By Sandeep Unnithan and Kaveree Bamzai
Half-a-dozen
army helicopters are in hot pursuit of a blood red train hijacked by nuclear
terrorists Amrish Puri and gang, hurtling through picturesque Jungfrau,
a snow-bound town perched at a vertigo-inducing 14,000 ft on the Swiss
Alps. But they needn't bother. raw superspy Sunny Deol is on board, fist-wading
through the baddies, single-handedly pulling off the rescue in a sequence
that cost the producers as much as Rs 10 crore.
Bollywood has always thought of money as the solution to all its problems.
If the story doesn't work, buy an expensive star. If a star doesn't work,
get a pricey designer. If that still doesn't work, take the movie to Australia.
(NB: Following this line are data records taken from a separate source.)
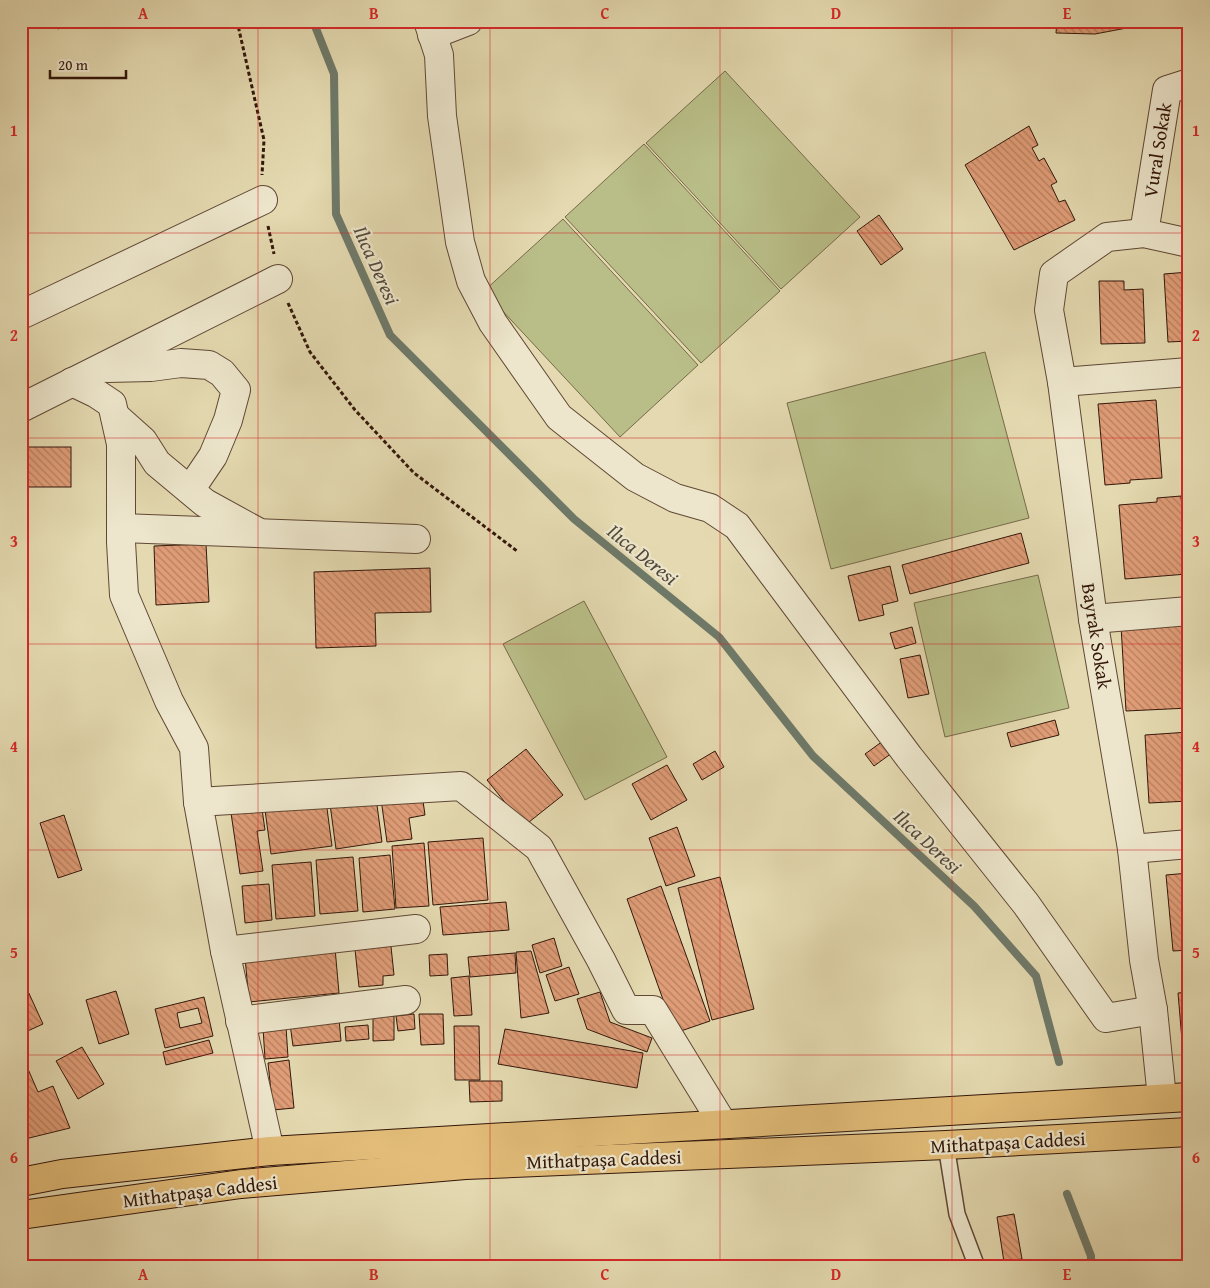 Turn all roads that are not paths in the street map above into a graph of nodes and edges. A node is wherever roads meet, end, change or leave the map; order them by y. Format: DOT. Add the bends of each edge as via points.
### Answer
graph roads {
  1 [pos="468,21"];
  2 [pos="430,28"];
  3 [pos="1189,84"];
  4 [pos="263,200"];
  5 [pos="1144,233"];
  6 [pos="1189,243"];
  7 [pos="278,279"];
  8 [pos="21,315"];
  9 [pos="98,369"];
  10 [pos="1189,372"];
  11 [pos="1062,382"];
  12 [pos="61,388"];
  13 [pos="21,391"];
  14 [pos="21,408"];
  15 [pos="115,416"];
  16 [pos="190,490"];
  17 [pos="121,528"];
  18 [pos="259,534"];
  19 [pos="416,539"];
  20 [pos="1189,610"];
  21 [pos="1093,620"];
  22 [pos="198,802"];
  23 [pos="1189,844"];
  24 [pos="1132,849"];
  25 [pos="416,929"];
  26 [pos="225,951"];
  27 [pos="406,1000"];
  28 [pos="1153,1010"];
  29 [pos="240,1021"];
  30 [pos="1189,1097"];
  31 [pos="1162,1098"];
  32 [pos="723,1124"];
  33 [pos="1189,1132"];
  34 [pos="946,1145"];
  35 [pos="270,1151"];
  36 [pos="21,1182"];
  37 [pos="21,1215"];
  38 [pos="977,1267"];
  1 -- 2 [label="street"];
  2 -- 28 [label="street" via="439,56 442,116 460,242 471,281 493,323 559,417 635,478 675,498 710,508 737,526 909,757 1026,904 1106,1018"];
  3 -- 5 [label="street, Vural Sokak" via="1167,90"];
  4 -- 8 [label="street"];
  5 -- 6 [label="street, Bayrak Sokak"];
  5 -- 11 [label="street, Bayrak Sokak" via="1107,237 1054,274 1049,310"];
  7 -- 9 [label="street"];
  9 -- 12 [label="street"];
  9 -- 16 [label="street" via="181,363 209,365 222,373 236,390 213,456"];
  10 -- 11 [label="street"];
  11 -- 21 [label="street, Bayrak Sokak"];
  12 -- 13 [label="street" via="26,394"];
  12 -- 14 [label="street"];
  12 -- 15 [label="street" via="97,394 112,404"];
  15 -- 16 [label="street" via="143,441 157,463"];
  15 -- 17 [label="street" via="121,444"];
  16 -- 18 [label="street"];
  17 -- 18 [label="street"];
  17 -- 22 [label="street" via="124,595 194,748"];
  18 -- 19 [label="street"];
  20 -- 21 [label="street"];
  21 -- 24 [label="street, Bayrak Sokak"];
  22 -- 26 [label="street"];
  22 -- 32 [label="street" via="462,786 539,848 626,1010 653,1010"];
  23 -- 24 [label="street"];
  24 -- 28 [label="street, Bayrak Sokak"];
  25 -- 26 [label="street"];
  26 -- 29 [label="street"];
  27 -- 29 [label="street"];
  28 -- 31 [label="street, Bayrak Sokak"];
  29 -- 35 [label="street"];
  30 -- 31 [label="main road, Mithatpaşa Caddesi"];
  31 -- 32 [label="main road, Mithatpaşa Caddesi"];
  32 -- 35 [label="main road, Mithatpaşa Caddesi"];
  33 -- 34 [label="main road, Mithatpaşa Caddesi"];
  34 -- 37 [label="main road, Mithatpaşa Caddesi" via="465,1165 241,1184"];
  34 -- 38 [label="lane" via="957,1214"];
  35 -- 36 [label="main road, Mithatpaşa Caddesi" via="62,1174"];
}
But thanks to last year being its worst in recent memory, with the industry
losing over Rs 300 crore, money is no longer the solution. With even one-man
hit factories like Karan Johar talking of a cinematic 1857, producers/directors
have to-Godfather-like-go to the mattresses. Audiences have had enough
of picture-perfect faces and postcard locations. They're also over and
done with movies where the hair has more of a role than actors and muscles
speak more than words. "In a content-free zone, what they are looking
for is a soul," says lyricist Javed Akhtar.
Could it be found in the alien that an Australian special effects house
created to befriend Hrithik Roshan-an 11-year-old trapped in a 25-year-old's
body-in Koi ... Mil Gaya? Or in the hard-nosed courage that J.P. Dutta
is trying to recreate in LoC-Kargil, during the high-altitude shoot of
which two unit members lost their lives? Or the funny-sad dialogue Shah
Rukh Khan uses to woo Rani Mukherjee in Chalte Chalte?
Eight movies, costing Rs 200 crore, will put to test just not Bollywood
but several reputations as well. There's the falling star whose ever-protective
father is hoping to play starmaker again (no doubt so that the happy family
can play pass-the-cheesy-smile on Simi Garewal's show again). There's
the boy wonder director whose hallmark is his Hallmark card sentimentality.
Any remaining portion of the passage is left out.